AIM OF THE EXERCISE: Below are records. Count every line containing the word "Arsa" and give the number alone.

RECORDS TO USE:
::::::::::

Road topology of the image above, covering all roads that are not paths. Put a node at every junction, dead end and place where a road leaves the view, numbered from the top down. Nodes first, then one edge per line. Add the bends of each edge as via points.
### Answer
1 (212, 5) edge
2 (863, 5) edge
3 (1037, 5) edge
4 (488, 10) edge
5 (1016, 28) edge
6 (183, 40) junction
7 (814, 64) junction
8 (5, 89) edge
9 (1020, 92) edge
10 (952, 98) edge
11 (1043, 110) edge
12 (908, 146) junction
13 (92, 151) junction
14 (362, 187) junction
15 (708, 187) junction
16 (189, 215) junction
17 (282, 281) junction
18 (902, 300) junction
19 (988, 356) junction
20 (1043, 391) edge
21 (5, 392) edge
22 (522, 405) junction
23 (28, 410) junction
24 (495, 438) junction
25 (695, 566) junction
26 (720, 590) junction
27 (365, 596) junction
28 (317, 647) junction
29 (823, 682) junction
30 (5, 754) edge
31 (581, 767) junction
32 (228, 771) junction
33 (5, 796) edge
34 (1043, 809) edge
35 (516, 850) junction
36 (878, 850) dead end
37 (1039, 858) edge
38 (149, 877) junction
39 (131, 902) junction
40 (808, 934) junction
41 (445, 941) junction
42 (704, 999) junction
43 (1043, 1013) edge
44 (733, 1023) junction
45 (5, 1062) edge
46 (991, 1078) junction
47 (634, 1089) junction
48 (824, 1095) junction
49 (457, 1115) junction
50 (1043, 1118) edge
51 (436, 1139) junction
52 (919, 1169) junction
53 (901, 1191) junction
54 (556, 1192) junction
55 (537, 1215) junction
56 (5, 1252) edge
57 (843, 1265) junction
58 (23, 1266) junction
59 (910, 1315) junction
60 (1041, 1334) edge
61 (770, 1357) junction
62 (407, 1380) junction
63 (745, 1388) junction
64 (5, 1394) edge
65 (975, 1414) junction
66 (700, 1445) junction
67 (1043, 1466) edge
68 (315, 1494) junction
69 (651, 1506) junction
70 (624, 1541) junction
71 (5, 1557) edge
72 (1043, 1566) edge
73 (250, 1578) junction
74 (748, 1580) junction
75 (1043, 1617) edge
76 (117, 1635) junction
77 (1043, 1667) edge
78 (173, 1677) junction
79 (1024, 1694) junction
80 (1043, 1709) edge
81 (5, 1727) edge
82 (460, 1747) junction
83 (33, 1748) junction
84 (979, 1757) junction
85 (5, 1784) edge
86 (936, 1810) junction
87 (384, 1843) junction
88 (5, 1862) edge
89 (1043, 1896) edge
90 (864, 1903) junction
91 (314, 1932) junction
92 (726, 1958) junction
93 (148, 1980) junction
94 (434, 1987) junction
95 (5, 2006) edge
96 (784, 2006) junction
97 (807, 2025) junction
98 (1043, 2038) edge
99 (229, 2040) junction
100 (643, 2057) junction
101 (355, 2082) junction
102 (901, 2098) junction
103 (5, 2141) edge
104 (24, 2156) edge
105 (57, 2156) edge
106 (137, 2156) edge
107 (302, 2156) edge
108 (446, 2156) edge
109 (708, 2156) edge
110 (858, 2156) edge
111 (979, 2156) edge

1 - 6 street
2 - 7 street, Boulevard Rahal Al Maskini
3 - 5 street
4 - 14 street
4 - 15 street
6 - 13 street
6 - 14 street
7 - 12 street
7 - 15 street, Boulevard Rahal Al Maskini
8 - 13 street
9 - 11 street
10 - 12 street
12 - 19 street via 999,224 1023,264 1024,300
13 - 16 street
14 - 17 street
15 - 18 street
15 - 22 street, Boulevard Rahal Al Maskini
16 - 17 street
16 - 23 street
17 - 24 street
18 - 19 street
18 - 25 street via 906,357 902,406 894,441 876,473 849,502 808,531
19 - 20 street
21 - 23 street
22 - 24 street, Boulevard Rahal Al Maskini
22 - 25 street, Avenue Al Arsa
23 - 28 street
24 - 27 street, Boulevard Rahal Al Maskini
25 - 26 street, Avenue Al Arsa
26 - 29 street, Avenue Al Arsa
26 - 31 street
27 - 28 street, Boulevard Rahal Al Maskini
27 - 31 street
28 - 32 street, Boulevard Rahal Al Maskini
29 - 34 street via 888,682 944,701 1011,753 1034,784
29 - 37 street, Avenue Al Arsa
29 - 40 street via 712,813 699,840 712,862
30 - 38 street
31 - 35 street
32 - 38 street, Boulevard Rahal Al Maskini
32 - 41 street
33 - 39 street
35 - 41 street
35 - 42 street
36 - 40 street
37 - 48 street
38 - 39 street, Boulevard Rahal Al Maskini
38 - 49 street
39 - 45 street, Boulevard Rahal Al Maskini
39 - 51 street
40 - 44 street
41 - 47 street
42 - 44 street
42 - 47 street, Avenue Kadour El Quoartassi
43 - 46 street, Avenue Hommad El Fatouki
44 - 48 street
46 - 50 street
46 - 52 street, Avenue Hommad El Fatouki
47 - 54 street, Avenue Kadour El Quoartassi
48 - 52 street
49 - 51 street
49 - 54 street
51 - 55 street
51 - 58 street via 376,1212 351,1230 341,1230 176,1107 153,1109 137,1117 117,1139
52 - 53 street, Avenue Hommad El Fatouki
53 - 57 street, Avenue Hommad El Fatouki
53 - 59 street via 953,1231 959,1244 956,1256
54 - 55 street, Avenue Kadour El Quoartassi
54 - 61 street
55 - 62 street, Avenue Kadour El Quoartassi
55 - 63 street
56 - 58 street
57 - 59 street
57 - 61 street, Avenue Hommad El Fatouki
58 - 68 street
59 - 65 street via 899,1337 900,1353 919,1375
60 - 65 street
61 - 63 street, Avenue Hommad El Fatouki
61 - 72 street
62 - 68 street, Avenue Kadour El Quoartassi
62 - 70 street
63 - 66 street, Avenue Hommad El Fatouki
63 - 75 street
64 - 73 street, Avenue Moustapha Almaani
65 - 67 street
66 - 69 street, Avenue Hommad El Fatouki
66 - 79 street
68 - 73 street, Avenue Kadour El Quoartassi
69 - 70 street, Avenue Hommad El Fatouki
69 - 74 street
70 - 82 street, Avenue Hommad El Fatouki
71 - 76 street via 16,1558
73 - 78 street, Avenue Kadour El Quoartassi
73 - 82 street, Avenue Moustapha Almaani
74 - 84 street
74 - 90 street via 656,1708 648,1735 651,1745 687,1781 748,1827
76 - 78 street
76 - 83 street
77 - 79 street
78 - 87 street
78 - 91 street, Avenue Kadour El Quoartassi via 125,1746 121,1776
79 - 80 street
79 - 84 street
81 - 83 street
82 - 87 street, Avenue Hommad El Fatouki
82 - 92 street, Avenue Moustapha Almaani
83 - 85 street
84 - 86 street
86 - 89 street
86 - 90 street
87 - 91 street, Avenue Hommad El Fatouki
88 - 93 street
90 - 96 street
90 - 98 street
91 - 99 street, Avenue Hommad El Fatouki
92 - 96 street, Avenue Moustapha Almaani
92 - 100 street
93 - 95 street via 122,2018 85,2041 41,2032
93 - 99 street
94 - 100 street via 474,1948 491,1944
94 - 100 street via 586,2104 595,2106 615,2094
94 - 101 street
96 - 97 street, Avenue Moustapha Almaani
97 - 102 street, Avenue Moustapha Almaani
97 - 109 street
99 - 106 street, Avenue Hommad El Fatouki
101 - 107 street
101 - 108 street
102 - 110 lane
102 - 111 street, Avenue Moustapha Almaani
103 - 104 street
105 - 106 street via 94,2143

::::::::::

RESPONSE TO THE EXERCISE: 4